具体的には、例えばレバーの動作方向をZ軸とするならば、フックはX軸方向に移動してからY軸方向に移動するのだ。つまり、レバーを下げるとラッチがスライドして本体に引っ掛かり、さらにレバーを下げるとテコの原理でフックが引き込み、左右合計10kgfで引っ張りモジュールとタブレットを合体させる構造となっている。
この構造により、簡単な操作でタブレットと拡張モジュールがネジで止められているかのうような一体感を実現し、拡張モジュール付きの状態でも、これまでのThinkPadと全く同様の耐久性試験をクリアすることに成功。さらに本製品独自のテストとして、キックスタンドのヒンジ開閉試験や、スタイラスモード時の上部加圧試験を加えているという。
ファンレスでCore i製品に肉薄する性能を実現
本製品は、Core iプロセッサではなく、Core mプロセッサを採用している。最大の理由はやはりファンレスデザインを実現できる点で、静音性や軽量化、高信頼性に貢献する。Core iプロセッサと比較して10~20%の消費電力削減を実現しながら、オフィスアプリケーションにおける性能差はそれほど大きくないという。
同社による測定では、3DMarkでは大きな性能差が見られたが、PCMark 7/8ともに性能差が少なかった。もっとも、PCMark 7や8ではCPUやGPUの絶対的性能よりも、ストレージを含めたシステム全体の性能が評価されるため、当然とも言える。
一方で、薄型筐体でファンレス機構を実現するために、同社はヒートパイプによる冷却ではなく、ベイパーチャンバーによる冷却機構を採用した。これにより、わずか0.5mm厚の冷却機構でCore mを冷却することができた。設計に当たっては水路の最適化や、含水層の追加(Helixは2層だったが、X1 Tabletは3層)などを行ない、冷却性向上を図った。
加えて、Skylakeに搭載されているConfigurable TDP(cTDP)の仕組みを使い、キーボード装着時では常時高性能に設定し、キーボード取り外し時は揺れを検知した場合にのみTDPを下げ、筐体を持った時に熱くならないような仕組みと工夫が凝らされている。

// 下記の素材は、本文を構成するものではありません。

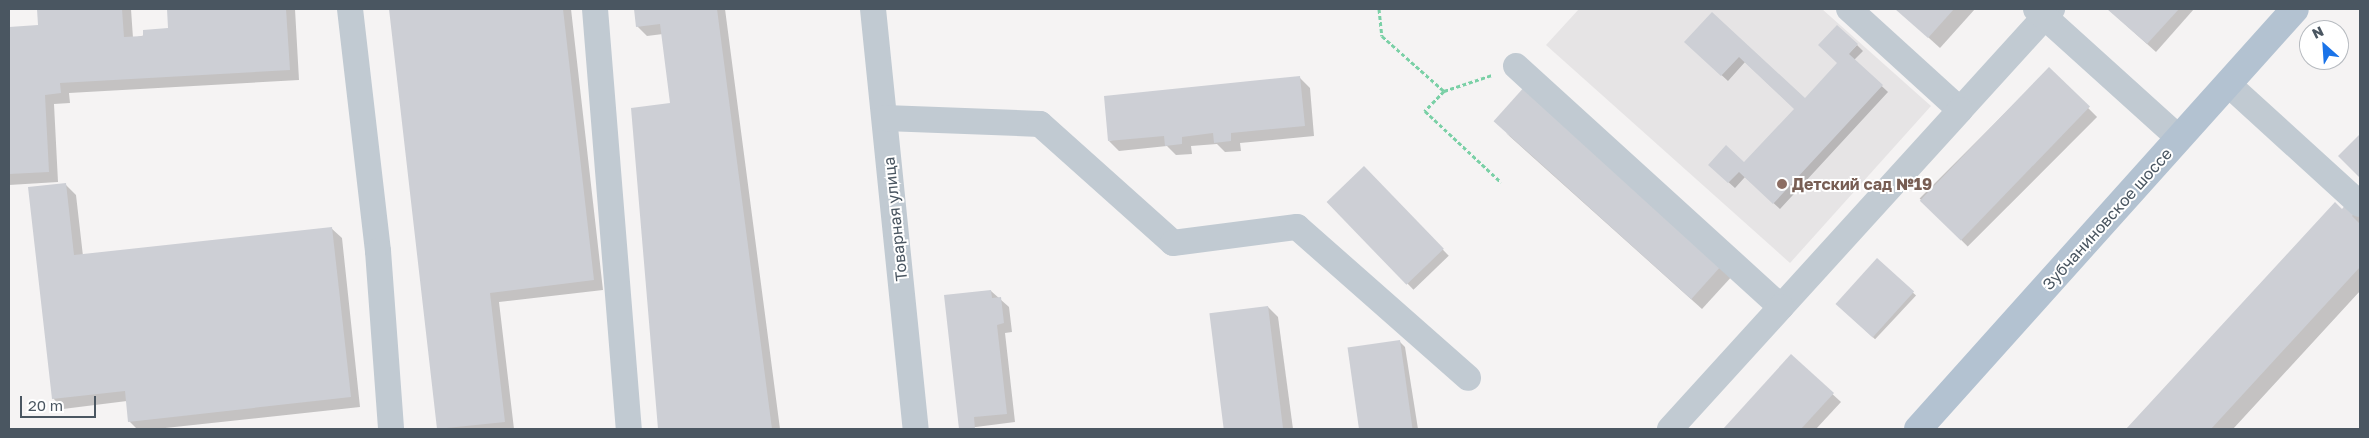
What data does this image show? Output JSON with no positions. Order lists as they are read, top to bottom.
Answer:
{
  "streets": {
    "main road": ["Зубчаниновское шоссе"],
    "street": ["Товарная улица"]
  },
  "places": ["Детский сад №19"],
  "scale_bar": "20 m",
  "north": "top left"
}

このほか、ディスプレイ出力機能やDC入力機能を兼ねたUSB Type-Cコネクタの装備や、実際の利用形態に即し、電波が弱くなりにくいWiGigアンテナの配置、暗号化を行なった状態でUSB転送し、形状にまでこだわった指紋センサーの採用についても説明された。
こだわり抜いて設計した薄型キーボード
ThinkPadと言えば、やはりキーボードとは切っても切れない関係にある。本製品に採用されているキーボードは、Helixに採用されているものから大幅な進化を遂げている。

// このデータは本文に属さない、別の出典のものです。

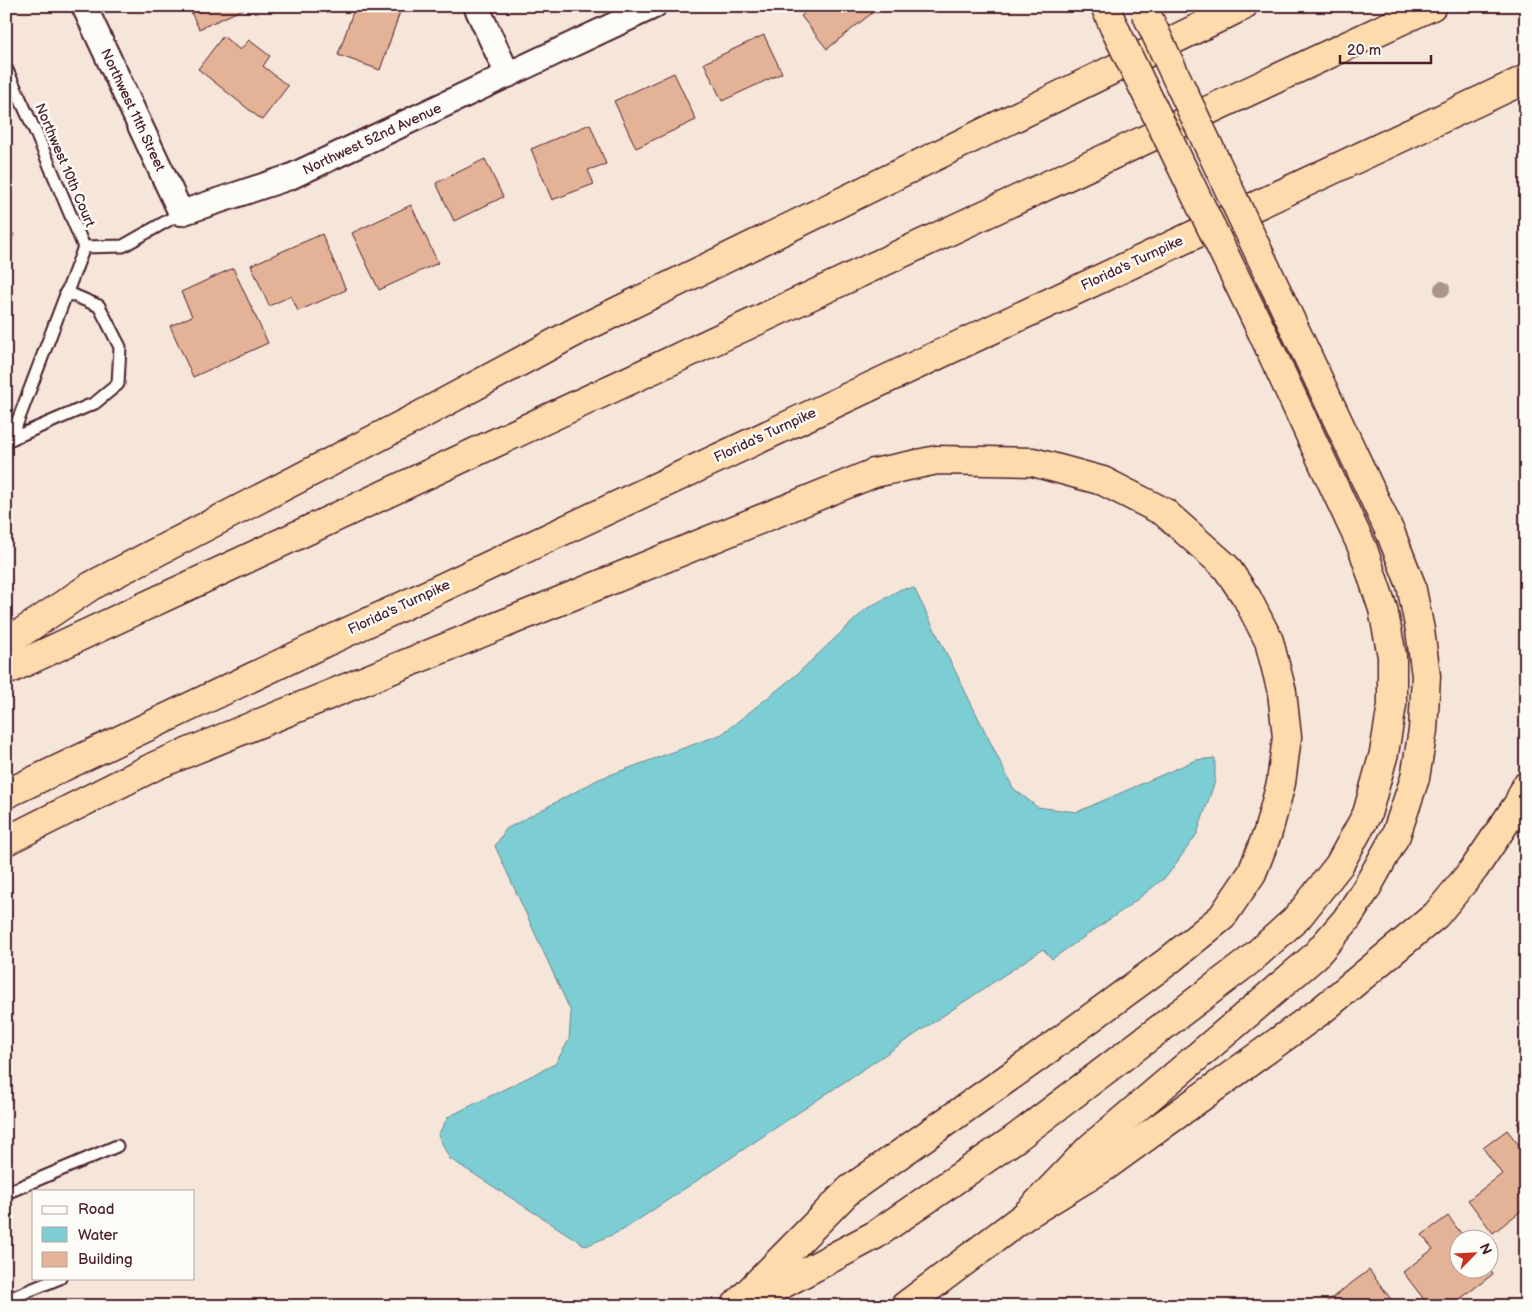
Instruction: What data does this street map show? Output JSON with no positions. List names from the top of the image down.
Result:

例えば「ThinkPad Helixキーボード」は、キーストロークが1.5mm、トラックポイントなし、タッチパッドありという仕様で、厚みは8.1mm、重量は600gもあった。上位の「ThinkPad Helixプロ キーボード」では、キーストロークが1.8mm、トラックポイント付きになるものの、厚みは10.1mm、重量は900gへ増す。本体は800g前後だが、キーボードを組み合わせると1.4kg台以上と、クラムシェルのThinkPad Xシリーズと大差がなくなってしまう。

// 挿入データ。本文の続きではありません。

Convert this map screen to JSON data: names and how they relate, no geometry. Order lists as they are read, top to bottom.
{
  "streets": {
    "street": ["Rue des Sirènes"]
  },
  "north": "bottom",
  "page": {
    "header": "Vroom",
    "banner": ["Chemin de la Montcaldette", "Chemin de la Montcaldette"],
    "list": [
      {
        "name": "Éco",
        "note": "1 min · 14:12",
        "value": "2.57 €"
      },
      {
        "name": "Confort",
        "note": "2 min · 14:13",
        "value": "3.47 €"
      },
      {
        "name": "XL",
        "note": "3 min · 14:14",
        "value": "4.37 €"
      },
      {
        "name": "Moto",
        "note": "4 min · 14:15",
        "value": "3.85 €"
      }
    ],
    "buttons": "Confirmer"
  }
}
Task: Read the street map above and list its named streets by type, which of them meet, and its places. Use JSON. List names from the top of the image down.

それが今回のキーボードでは、キーストロークこそ1.35mmとやや浅いものの、トラックポイント/タッチパッド付きで厚さ5.2mm/重量298gと、同等の機能を持つHelixプロ キーボードの半分の厚みと3分の1以下の重量を実現している。
今回のキーボードの開発のために、20種類以上のラバードームを施策し、微調整を繰り返して最適なキータッチを実現したという。加えて、他社製品ではタイピング時の底打ち感が強く、それが“ストロークが浅い”と感じる要因となっていたが、X1 Tabletのキーボードではパンタグラフの軸となる部分の底面に穴を開け、タイピング時にベースプレートがややたわむ「ソフトランディング」構造を採用し、1.35mmのストロークの浅さを感じさせない工夫がなされている。
もっとも、それ以上に工夫されたのがトラックポイントの部分である。従来、トラックポイントはキーボードのベースプレートを貫いて底面から実装されていたが、X1 Tabletではプレートの上にマグネシウム合金のカバーを載せ、その上に実装した。
トラックポイントはテコの原理を採用しているため、薄型化すると、ユーザーは強い指の力で動作させる必要が生じるのだが、形状や硬度が異なる20種類のキャップを試作し、シミュレーションとユーザーテストを繰り返した。さらに機構やソフトウェアにチューニングを施すことでベストバランスを探し、薄型化を実現しながらも使い勝手が損なわないよう工夫したという。